Wow, you just explained in details a phenomenon I've been experiencing without explanation.
Could it be same reason why I improve drastically after sleeping over a new skill?
Let me illustrate, the day I climbed a bicycle, it was woeful, I couldn't even direct my guess neither could I pedal but the next day it was all smooth.
I experienced something similar learning to play the violin.
And most of these times I dreamt doing the same thing.
Glad if you found my explanation useful.
Yeah, the solidifying of skills after sleeping would be a different physiological mechanism. It has to do with the connections between the neurons. When you learn something new, you are building new connections in your brain. During the night, it appears that unused connections get trimmed. So you're left with what you practice. If you practice the wrong things, you'll end up building the wrong habits (wrong neural pathways). But if you practice correctly (you repeat the thing the way you'd like to do it, not just any way), then you build the neural pathways you want. And those remain, due to them being utilized, while the other connections become weaker and disintegrate.

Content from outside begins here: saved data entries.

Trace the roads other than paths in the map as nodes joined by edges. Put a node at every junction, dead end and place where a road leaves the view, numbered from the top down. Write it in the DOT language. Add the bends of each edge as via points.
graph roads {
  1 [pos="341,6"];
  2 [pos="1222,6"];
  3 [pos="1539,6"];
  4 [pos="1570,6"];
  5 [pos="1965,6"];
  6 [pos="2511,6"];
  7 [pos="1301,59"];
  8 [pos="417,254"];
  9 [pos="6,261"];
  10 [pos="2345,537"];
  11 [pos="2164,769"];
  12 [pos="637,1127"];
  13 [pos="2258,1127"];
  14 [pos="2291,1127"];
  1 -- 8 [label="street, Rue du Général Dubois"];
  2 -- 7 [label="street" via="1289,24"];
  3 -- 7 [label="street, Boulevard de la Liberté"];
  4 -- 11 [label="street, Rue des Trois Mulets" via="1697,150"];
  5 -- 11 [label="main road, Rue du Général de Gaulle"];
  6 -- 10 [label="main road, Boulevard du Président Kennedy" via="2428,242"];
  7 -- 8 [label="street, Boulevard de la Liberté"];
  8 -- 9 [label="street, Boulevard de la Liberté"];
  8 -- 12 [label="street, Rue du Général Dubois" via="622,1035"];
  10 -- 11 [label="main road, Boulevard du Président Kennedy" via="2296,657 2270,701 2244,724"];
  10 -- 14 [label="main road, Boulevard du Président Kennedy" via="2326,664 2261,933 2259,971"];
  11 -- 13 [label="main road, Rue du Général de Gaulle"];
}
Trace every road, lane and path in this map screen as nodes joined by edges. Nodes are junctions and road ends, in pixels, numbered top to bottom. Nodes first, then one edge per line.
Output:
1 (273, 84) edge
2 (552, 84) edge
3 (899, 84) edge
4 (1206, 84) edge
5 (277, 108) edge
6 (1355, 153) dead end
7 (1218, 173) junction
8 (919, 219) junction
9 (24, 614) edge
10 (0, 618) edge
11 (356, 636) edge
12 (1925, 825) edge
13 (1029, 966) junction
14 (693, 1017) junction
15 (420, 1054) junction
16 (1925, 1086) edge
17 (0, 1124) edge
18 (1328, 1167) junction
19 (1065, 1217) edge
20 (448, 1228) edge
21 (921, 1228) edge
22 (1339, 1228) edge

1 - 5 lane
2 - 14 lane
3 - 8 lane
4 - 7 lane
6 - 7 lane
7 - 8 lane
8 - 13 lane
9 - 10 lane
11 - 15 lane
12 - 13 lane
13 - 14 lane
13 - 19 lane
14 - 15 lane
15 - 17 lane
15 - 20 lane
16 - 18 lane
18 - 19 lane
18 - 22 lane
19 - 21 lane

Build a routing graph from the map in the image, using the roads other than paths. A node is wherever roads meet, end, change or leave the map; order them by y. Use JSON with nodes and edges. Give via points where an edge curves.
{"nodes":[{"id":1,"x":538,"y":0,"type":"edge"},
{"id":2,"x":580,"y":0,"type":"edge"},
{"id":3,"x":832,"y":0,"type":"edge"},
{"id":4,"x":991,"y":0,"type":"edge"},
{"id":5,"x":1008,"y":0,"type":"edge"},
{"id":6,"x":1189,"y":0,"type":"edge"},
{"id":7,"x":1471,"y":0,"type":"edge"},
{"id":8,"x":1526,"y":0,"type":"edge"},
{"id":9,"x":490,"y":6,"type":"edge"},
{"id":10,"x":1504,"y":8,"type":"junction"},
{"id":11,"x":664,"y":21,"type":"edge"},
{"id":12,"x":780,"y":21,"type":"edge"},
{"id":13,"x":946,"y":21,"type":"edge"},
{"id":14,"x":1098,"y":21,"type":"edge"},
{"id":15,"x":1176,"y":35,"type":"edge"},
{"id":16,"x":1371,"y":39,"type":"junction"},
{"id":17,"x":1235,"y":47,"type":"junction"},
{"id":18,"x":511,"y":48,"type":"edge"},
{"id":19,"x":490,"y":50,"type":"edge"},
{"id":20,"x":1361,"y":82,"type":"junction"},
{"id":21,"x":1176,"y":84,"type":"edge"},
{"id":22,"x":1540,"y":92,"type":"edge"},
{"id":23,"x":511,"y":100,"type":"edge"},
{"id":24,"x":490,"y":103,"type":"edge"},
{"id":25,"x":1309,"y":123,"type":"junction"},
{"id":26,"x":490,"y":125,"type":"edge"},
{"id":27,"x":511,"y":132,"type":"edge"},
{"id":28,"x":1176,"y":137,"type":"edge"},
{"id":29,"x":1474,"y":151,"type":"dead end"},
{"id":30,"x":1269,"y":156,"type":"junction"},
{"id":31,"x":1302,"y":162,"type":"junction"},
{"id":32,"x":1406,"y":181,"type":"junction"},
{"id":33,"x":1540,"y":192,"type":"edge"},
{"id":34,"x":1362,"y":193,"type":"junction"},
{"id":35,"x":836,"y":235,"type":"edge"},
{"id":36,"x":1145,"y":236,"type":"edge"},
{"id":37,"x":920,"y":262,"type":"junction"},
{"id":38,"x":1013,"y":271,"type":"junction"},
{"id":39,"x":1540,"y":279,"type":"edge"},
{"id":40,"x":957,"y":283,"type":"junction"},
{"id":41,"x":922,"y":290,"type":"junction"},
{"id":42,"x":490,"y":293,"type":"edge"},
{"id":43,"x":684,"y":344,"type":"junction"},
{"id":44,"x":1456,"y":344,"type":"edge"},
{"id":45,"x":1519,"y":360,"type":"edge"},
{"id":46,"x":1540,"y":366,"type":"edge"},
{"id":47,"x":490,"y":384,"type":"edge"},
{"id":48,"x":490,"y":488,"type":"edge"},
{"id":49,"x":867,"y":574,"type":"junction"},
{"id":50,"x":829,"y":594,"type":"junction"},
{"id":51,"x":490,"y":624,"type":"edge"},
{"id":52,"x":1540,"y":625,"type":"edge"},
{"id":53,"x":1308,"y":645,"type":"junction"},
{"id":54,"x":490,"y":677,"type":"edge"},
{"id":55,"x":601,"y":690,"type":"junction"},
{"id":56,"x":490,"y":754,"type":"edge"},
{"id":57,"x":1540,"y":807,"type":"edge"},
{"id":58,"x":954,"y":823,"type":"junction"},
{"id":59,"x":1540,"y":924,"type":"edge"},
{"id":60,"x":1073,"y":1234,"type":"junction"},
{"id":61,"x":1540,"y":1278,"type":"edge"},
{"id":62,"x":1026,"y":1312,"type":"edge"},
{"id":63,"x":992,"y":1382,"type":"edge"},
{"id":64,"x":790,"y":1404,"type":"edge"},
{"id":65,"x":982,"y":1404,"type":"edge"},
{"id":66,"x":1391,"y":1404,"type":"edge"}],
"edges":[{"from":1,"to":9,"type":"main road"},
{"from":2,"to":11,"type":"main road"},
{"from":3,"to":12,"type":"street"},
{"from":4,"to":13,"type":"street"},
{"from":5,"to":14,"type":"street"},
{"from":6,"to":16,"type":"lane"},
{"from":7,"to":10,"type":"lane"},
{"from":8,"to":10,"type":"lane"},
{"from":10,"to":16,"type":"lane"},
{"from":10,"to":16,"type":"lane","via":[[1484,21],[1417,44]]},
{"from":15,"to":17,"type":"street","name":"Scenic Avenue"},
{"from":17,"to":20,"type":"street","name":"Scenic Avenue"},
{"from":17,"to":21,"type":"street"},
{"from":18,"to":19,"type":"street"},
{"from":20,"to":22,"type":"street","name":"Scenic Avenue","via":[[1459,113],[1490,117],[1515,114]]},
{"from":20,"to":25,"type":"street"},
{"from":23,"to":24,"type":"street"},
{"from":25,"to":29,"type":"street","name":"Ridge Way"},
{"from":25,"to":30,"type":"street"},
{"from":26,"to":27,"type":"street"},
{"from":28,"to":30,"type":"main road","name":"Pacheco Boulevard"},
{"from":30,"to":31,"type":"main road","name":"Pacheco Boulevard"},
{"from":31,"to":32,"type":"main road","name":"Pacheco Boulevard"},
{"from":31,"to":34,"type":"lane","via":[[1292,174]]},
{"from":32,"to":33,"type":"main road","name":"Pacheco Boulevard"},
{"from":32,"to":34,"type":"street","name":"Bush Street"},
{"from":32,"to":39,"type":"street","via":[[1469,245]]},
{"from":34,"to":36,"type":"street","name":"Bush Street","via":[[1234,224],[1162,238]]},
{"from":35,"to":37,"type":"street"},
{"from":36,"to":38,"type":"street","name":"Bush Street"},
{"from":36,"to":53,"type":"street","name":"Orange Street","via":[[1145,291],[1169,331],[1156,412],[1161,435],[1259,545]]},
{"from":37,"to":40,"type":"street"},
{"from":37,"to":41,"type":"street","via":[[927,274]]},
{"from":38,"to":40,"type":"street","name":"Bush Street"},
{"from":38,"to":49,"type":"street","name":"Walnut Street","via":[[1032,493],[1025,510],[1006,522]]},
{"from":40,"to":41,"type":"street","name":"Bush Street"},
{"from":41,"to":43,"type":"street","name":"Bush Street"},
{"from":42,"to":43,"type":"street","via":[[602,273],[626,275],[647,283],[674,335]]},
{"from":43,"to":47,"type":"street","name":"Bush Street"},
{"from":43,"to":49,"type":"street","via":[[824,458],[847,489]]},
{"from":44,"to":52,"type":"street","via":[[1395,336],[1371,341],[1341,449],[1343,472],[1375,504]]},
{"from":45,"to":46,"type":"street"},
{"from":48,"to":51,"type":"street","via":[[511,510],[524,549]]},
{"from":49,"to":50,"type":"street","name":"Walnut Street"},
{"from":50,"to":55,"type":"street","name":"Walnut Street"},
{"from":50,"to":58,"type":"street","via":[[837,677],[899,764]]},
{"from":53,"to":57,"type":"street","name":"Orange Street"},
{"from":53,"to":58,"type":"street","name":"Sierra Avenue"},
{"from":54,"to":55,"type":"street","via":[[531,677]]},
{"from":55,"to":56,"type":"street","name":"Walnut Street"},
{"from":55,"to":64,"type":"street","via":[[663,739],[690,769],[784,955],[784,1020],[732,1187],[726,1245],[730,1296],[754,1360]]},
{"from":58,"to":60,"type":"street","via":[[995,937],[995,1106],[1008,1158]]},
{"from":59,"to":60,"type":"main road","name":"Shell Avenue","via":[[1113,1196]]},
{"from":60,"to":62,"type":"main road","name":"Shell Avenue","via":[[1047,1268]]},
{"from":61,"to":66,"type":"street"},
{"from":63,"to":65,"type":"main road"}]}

At the same time, with practice, it appears that a pathway becomes more efficient. So that's probably why it takes less and less effort and conscious attention for us to do something after we've practiced it a lot. It becomes automated/habitual. This is great because it allows us to build complex skills that consist of lots and lots of small movements (like walking, for instance), and we can even do other things at the same time (like walking AND talking). However, a downside is that now we have this habit we're somewhat stuck with. If we find a better way to do the thing (a better way to walk, to type on the computer, etc.), then we have to rebuild new pathways from scratch, while avoiding repeating/using the existing pathways.